Gesù sperimenta la realtà della tomba e quella dello Sheol come parte essenziale della incarnazione attraverso la quale entra pienamente nella nostra umanità. La realtà della tomba è una realtà umana che pienamente conosciamo nella morte. Tuttavia, prima di morire, noi spesso scegliamo la morte alla vita. Siamo schiavi a causa delle nostre scelte sbagliate. In queste scelte, la tomba diventa ancora più palpabile, una realtà di oscurità, peccato e paura. È questa uscita da un luogo di prigionia e schiavitù che il popolo ebraico celebra a Pasqua. La loro uscita dall'Egitto è una liberazione dalla prigione della schiavitù. La parola Egitto in ebraico (Mitzrayim) significa luogo stretto e confinato (tzar). È quindi del tutto coerente che Gesù l'Ebreo abbia scelto la Pasqua come il tempo per passare dalla morte alla vita. A Pasqua, siamo invitati a rinnovare il nostro impegno verso il nuovo mondo germogliato dalla tomba. Siamo chiamati ad uscire dalla tomba verso la vita, lasciando dietro di noi la tomba vuota.

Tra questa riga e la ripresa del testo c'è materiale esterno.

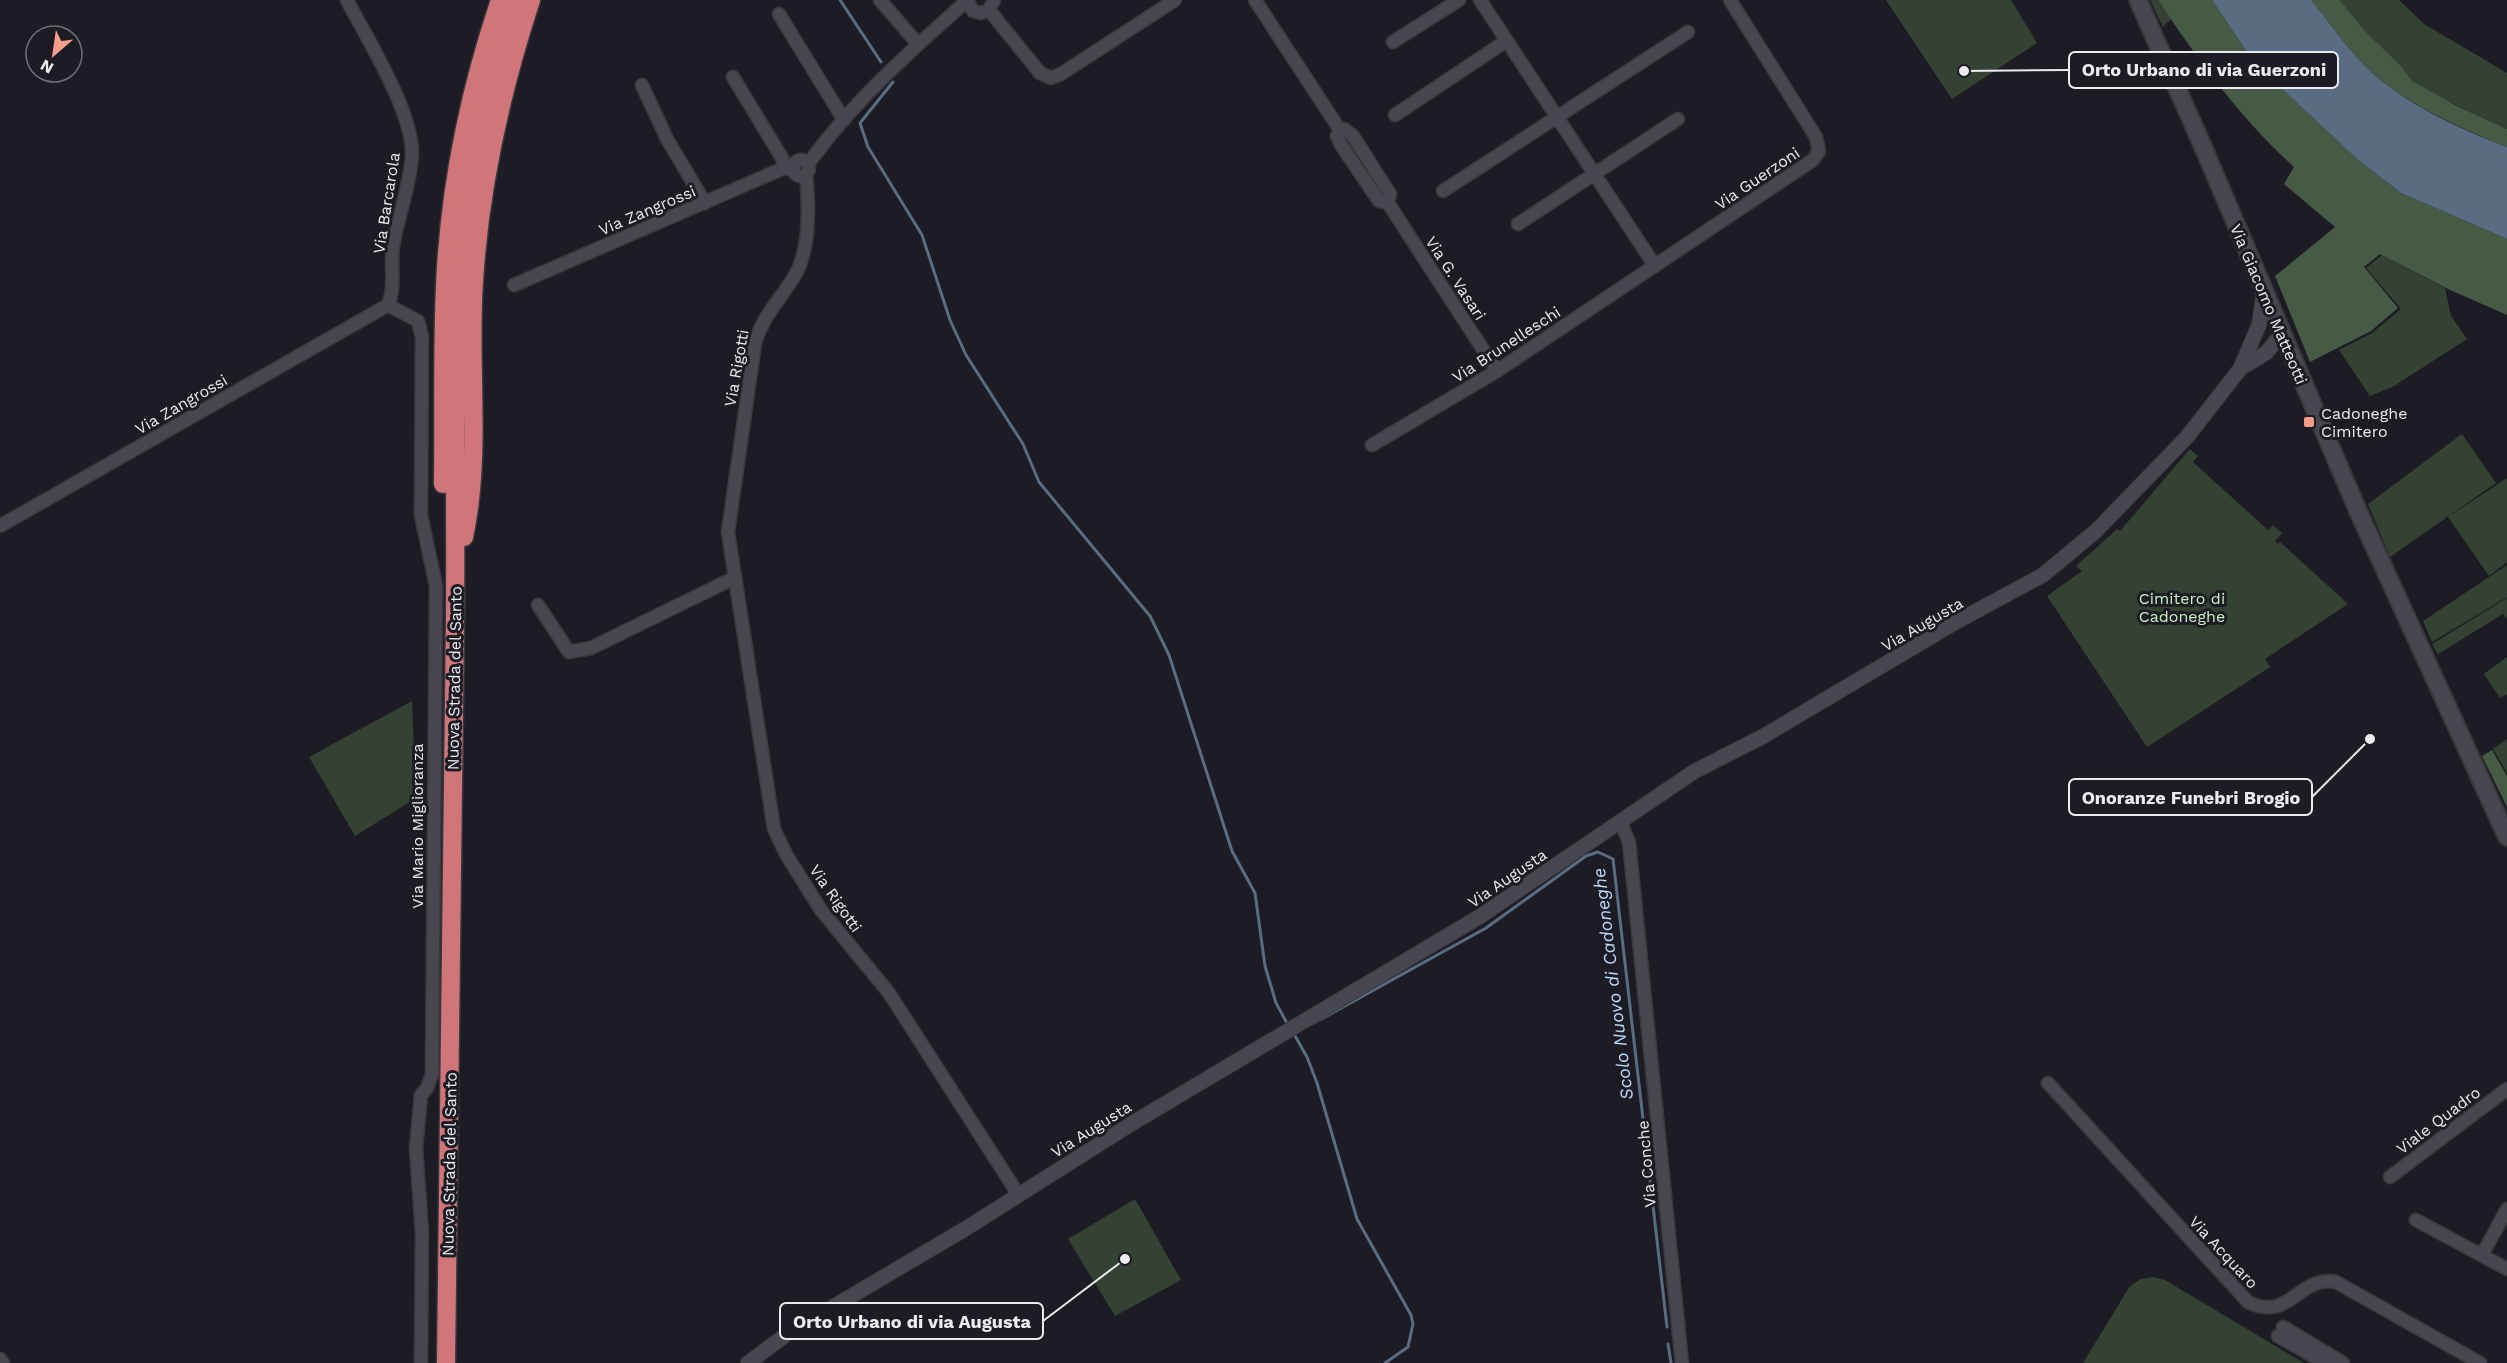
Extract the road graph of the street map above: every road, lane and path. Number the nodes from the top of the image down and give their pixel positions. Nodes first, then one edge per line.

La tomba è fatta di muri che impediscono di vedere la luce, di avere una visione, è un luogo in cui non ci sono orizzonti. Santa Teresa d'Avila ha descritto l'inferno con queste parole: “Essere in un luogo così malsano, incapace di sperare in alcuna consolazione, non ho potuto sedermi o sdraiarmi, e nella stanza non c'era alcun spazio, anche se mi hanno messo in questo buco nel muro. Quelle mura, che erano terrificanti da vedere, erano chiuse in sé stesse e soffocavano tutto. Non c'era luce, ma tutto era avvolto nel buio più nero”. La Scrittura e i Santi ci insegnano che gli inferi non sono solo una questione di destino umano. È una scelta che può portare alla stagnazione in un luogo di muri dove tutti gli orizzonti sono chiusi, oppure verso un luogo in cui l'orizzonte si apre davanti a noi.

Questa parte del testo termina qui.